Quotable: Alex Payne

Alex Payne on online technical debate:

In practice, the conversations that are most widely heard in the tech community are full of inaccuracies, manufactured drama, ignorance, and unbridled opinion. In discussing these Internet-spanning debates with non-technical friends, comparisons to Hollywood tabloids come first to mind. It’s a time sink for an industry that should be a shining example of how to use the newest of media for constructive debate.

Tim Bray weighs in citing Sturgeon’s Law — 90% of everything is crap, which works both ways. Yeah, most everything is crap, but a bigger pie leads to more crap, but more non-crap too. A rising tide lifts all boats.

2 Comments

  1. Both parts are true, and both parts are why I read very selectively in the online technical world. The biggest danger in reading a lot of technical stuff is groupthink leading to premature acceptance or rejection of ideas based on a few “opinion leaders”, some of whom are smart but may not always be right, and some of whom have been right so far purely by chance. Following trends blindly will make you stupid, credulous, uncreative, and unproductive. The drummed-up fear of obsolescence that is driven by the need to sell new product contributes greatly to this. The fact is, most new technologies are not particularly new, and are either not particularly hard to understand (the good ones, e.g. HTML) or are very difficult to understand and therefore unlikely to gain enough acceptance to live very long (e..g SOAP).

    There are technologies that are all of new, innately difficult, and useful, but you’re unlikely to find out about them reading Slashdot, because they’re buried in a thousand stories about the latest warmed-over version of something that was old in 1965 but is now being touted as a work of staggering genius by a new Turing.
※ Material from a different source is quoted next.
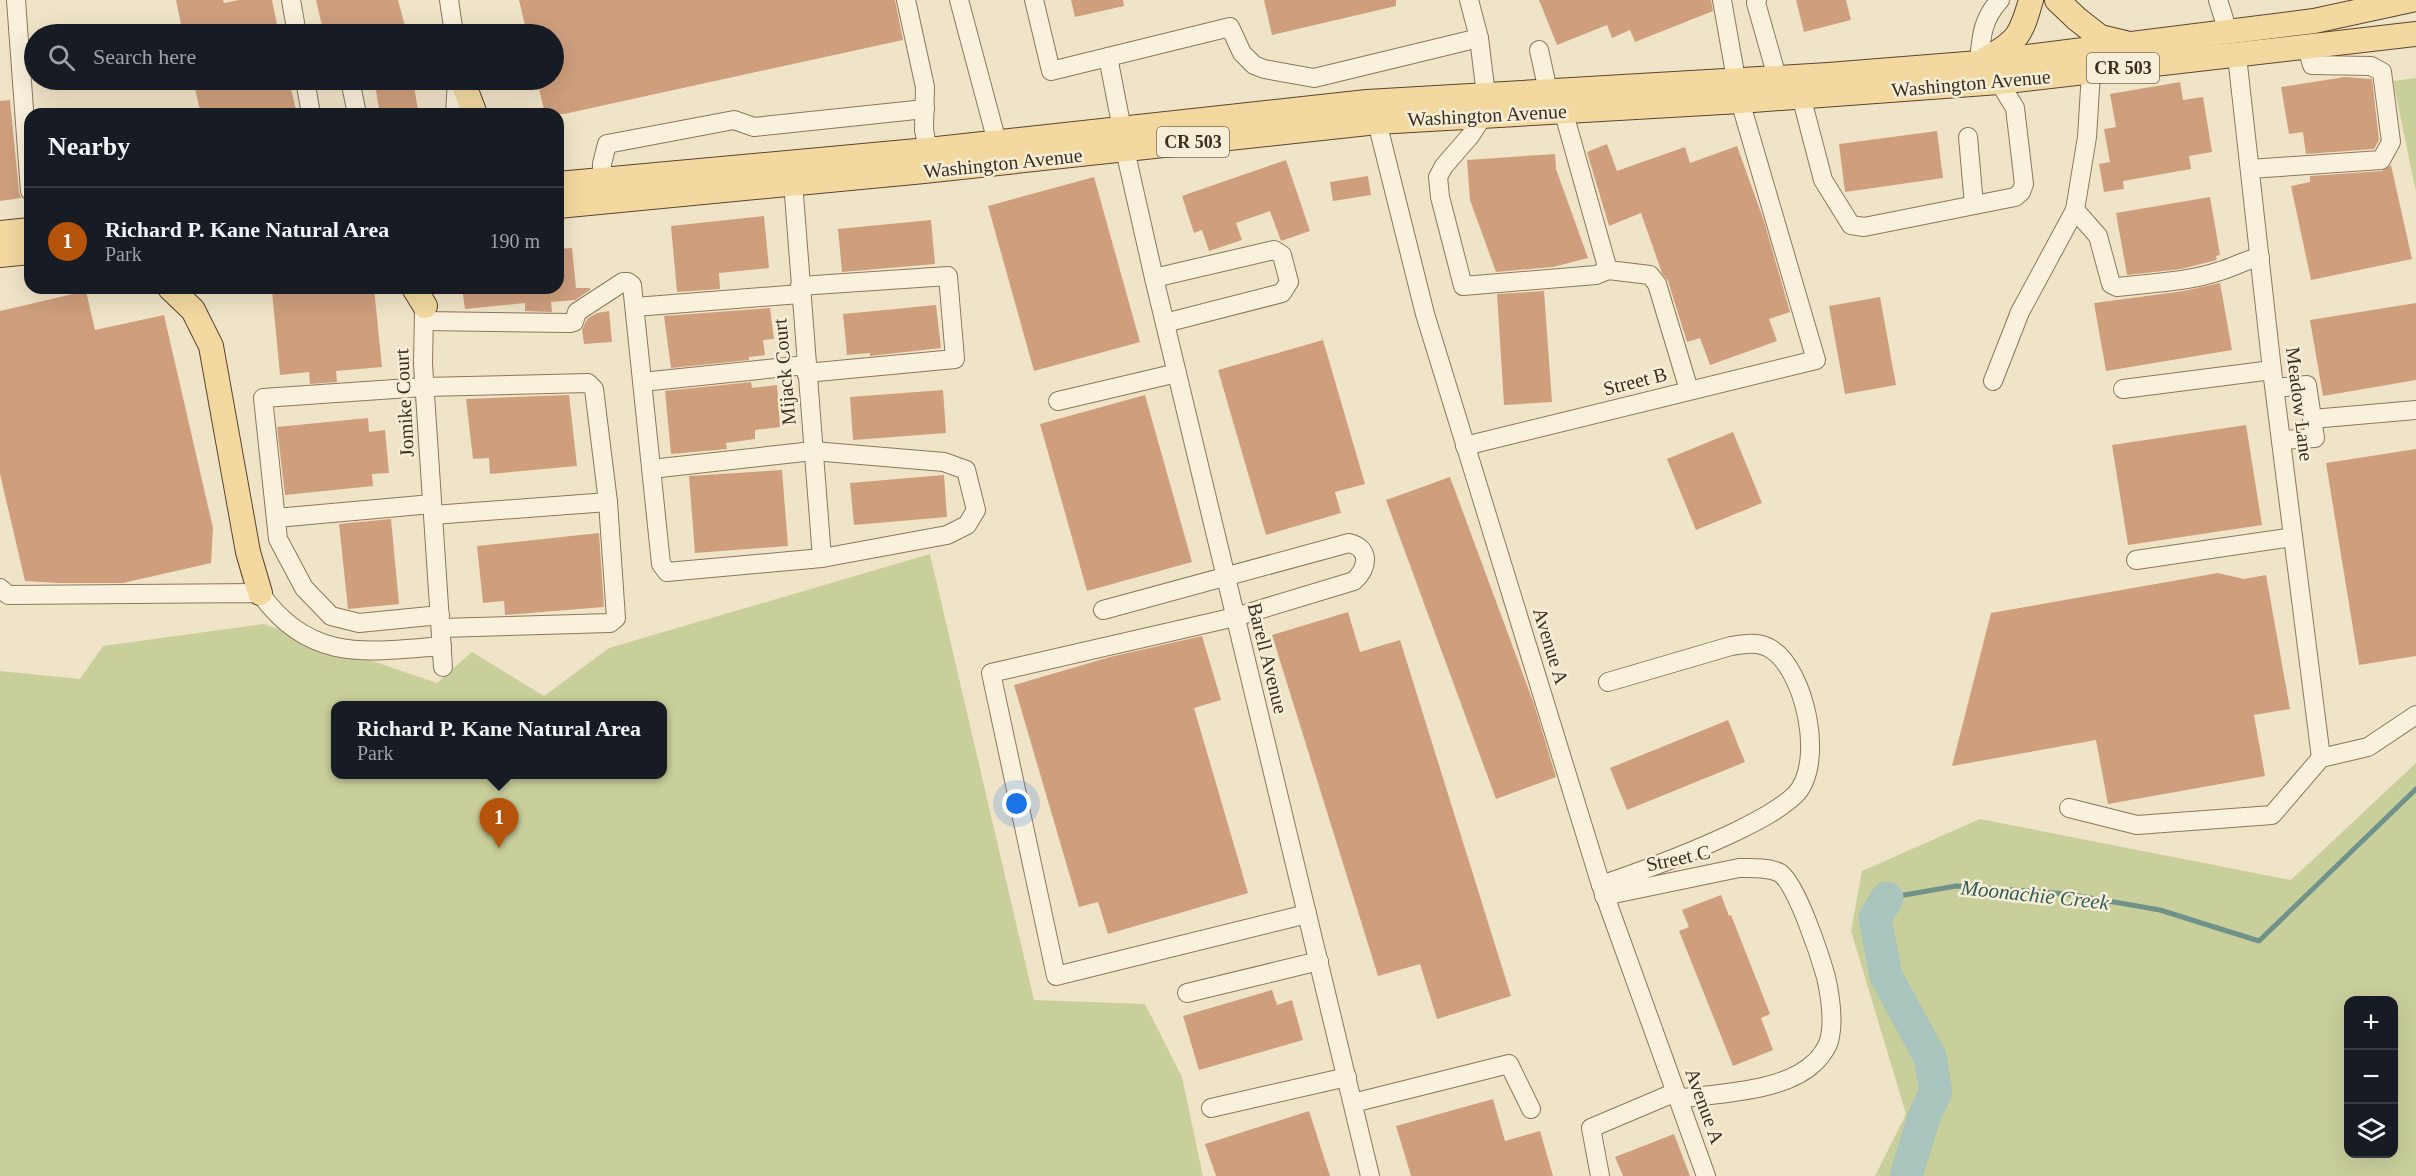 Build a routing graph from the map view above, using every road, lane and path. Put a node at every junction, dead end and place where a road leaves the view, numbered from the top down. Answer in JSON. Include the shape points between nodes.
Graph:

Reading hype is a waste of braincells.

    There is unlikely to be ANY reliable way of finding out about those things earlier than anyone else, because the number of people pursuing them is large, and until someone has solved them and can prove that they have, all you have is noise. Once provably solved, you will not have the jump on anyone else.

    (Nor should you worry about that anyway, because being the first to know about something new as opposed to learning about a few weeks or months later is no guarantee of having the imagination to do anything useful with it. The classic example there being Google entering a mature market for search and demolishing the competition with superior interface, performance, and algorithms. Another is Twitter, which does nothing that wasn’t technically possible in 1992 – or for that matter, 1982, or 1972.)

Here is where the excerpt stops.